# TASK DETAILS
Show every line of the data that contains the string "Kilmer".

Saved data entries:
********

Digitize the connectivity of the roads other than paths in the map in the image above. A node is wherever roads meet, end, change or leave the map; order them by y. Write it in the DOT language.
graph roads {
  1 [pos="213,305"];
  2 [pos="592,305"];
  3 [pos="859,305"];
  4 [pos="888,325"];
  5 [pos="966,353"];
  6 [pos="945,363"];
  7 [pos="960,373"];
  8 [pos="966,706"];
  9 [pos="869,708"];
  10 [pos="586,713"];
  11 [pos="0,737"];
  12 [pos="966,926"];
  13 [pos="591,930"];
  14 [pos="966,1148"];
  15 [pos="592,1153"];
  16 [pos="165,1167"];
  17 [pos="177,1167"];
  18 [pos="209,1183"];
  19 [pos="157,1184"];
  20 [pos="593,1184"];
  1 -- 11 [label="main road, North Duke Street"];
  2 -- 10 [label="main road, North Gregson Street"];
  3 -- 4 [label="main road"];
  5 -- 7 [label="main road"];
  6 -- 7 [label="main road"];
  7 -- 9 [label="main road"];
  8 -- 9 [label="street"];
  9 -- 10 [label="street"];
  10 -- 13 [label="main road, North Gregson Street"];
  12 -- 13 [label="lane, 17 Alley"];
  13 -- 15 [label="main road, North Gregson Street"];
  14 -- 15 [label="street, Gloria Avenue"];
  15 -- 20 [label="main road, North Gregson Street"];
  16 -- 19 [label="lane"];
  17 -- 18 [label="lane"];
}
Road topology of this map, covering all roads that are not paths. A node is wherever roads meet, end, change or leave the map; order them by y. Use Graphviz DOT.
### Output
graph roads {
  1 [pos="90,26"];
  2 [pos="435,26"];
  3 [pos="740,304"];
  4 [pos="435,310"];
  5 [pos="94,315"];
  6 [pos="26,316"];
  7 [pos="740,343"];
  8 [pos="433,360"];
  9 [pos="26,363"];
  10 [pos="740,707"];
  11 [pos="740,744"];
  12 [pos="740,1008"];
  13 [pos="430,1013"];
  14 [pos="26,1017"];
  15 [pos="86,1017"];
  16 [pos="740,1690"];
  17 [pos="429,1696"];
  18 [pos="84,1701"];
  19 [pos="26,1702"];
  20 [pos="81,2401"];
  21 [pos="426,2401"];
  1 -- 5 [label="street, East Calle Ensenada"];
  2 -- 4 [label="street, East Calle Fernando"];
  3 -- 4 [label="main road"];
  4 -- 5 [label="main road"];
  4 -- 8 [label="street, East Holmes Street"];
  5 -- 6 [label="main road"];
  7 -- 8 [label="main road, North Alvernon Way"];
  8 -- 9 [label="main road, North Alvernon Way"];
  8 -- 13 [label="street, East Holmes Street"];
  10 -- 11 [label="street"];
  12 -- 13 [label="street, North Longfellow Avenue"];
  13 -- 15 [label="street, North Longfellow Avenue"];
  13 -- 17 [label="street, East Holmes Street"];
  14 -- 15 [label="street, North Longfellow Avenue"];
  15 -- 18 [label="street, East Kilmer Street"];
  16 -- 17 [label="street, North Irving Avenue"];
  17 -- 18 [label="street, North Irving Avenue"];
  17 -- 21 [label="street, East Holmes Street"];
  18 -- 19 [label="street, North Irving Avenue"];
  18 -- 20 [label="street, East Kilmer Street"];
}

********

# RESULT OF THE TASK
  15 -- 18 [label="street, East Kilmer Street"];
  18 -- 20 [label="street, East Kilmer Street"];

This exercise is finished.